All that being said, journalistically, there's a ton of things wrong with this story. It's lazy journalism. In the first couple of paragraphs, the journalist admits that teen pregnancies have dropped nationally and locally. So, the journalists finds a perfect mainstream stereotype -- a young, black woman who had a baby by another baby. As Morris Chestnut said in Best Man, the consummate-mother-whore. Nice.
Oh my Lawd...Lawd...lawd....Lawd!!
Mmmm-hmmmmm....
4 comments:
This is where abstinence-only sex education fails this country. Because at 15, this girl falls right in the window of the Shrub administration's implementation of this heinous policy.

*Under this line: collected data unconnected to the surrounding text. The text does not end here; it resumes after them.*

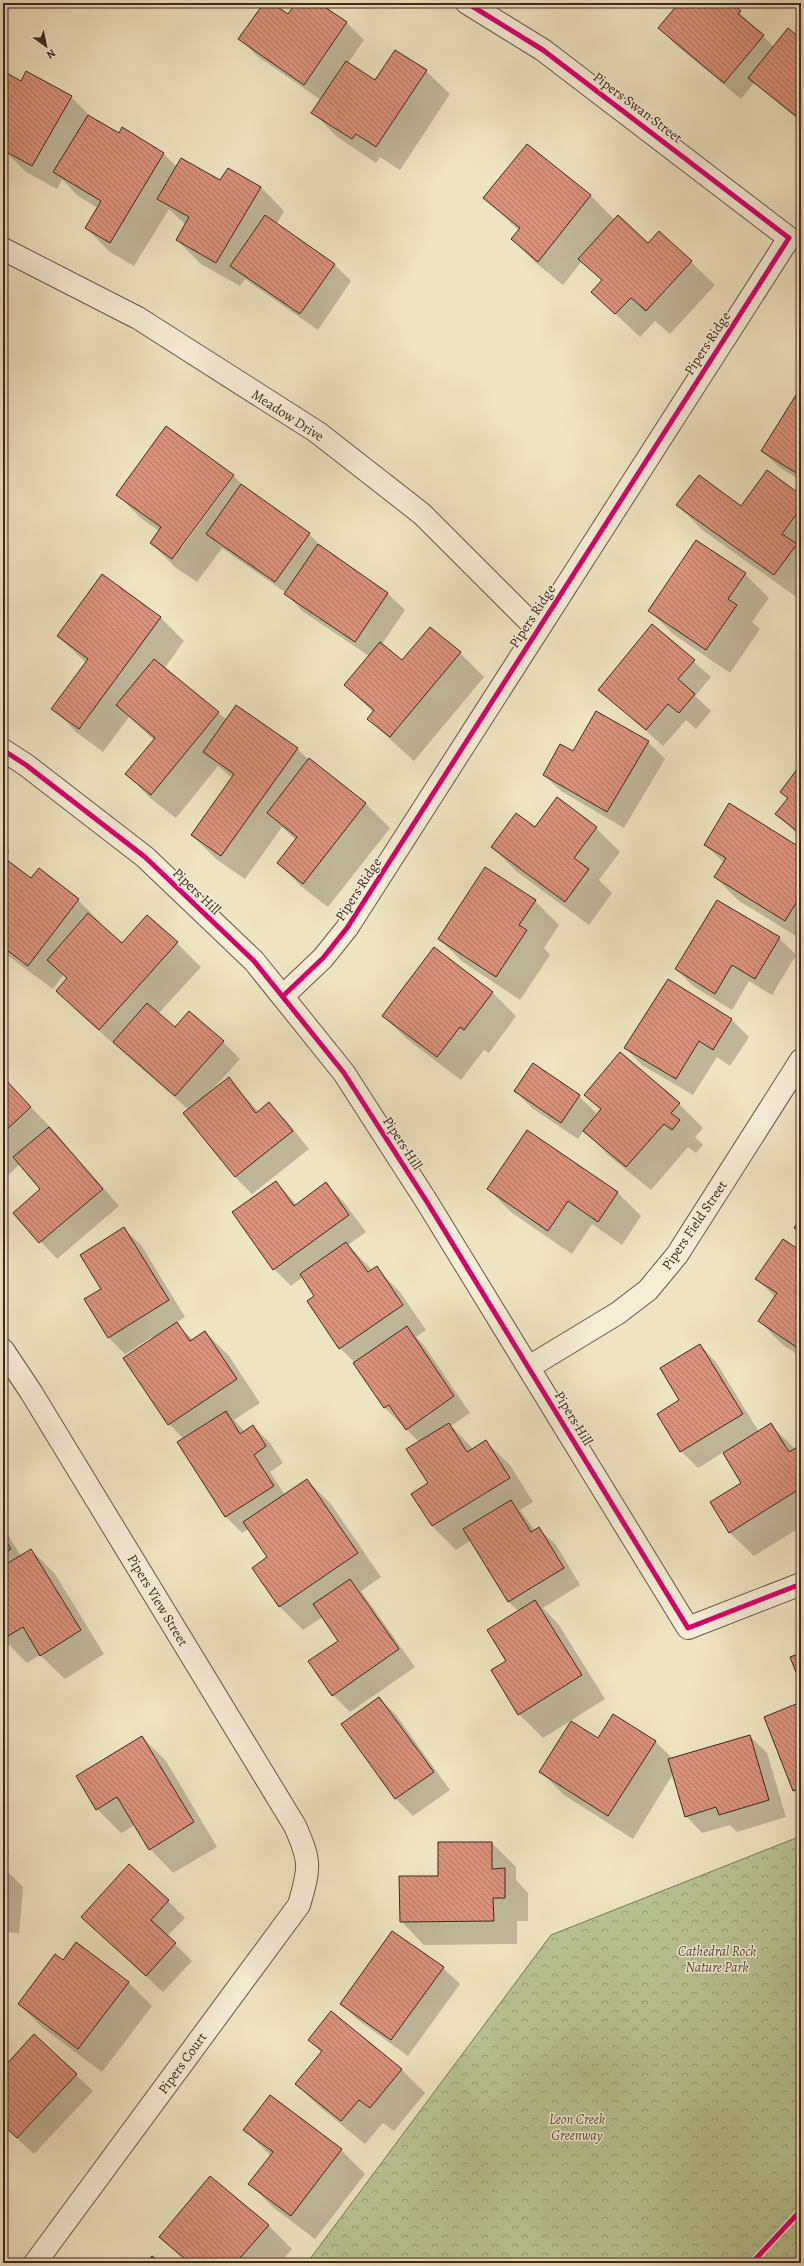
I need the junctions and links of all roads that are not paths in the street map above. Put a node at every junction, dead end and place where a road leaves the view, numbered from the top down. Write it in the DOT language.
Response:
graph roads {
  1 [pos="467,3"];
  2 [pos="790,238"];
  3 [pos="3,249"];
  4 [pos="537,629"];
  5 [pos="3,750"];
  6 [pos="283,996"];
  7 [pos="801,1060"];
  8 [pos="3,1350"];
  9 [pos="529,1367"];
  10 [pos="801,1584"];
  11 [pos="307,1854"];
  12 [pos="34,2263"];
  1 -- 2 [label="street, Pipers Swan Street"];
  2 -- 4 [label="street, Pipers Ridge"];
  3 -- 4 [label="street, Meadow Drive"];
  4 -- 6 [label="street, Pipers Ridge"];
  5 -- 6 [label="street, Pipers Hill"];
  6 -- 9 [label="street, Pipers Hill"];
  7 -- 9 [label="street, Pipers Field Street"];
  8 -- 11 [label="street, Pipers View Street"];
  9 -- 10 [label="street, Pipers Hill"];
  11 -- 12 [label="street, Pipers Court"];
}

Not only has she been failed by her mother, she's been failed by her government too, lest we forget.
Abstinence-only education doesn't work. Teenagers have sex. They just do. Statistics tell us that's not going to change. And they also tell us that under-informed and misinformed teens are more likely to engage in high-risk sexual behavior, i.e. unsafe sex.
What these women need is proper education and access to affordable contraception that they know how to use.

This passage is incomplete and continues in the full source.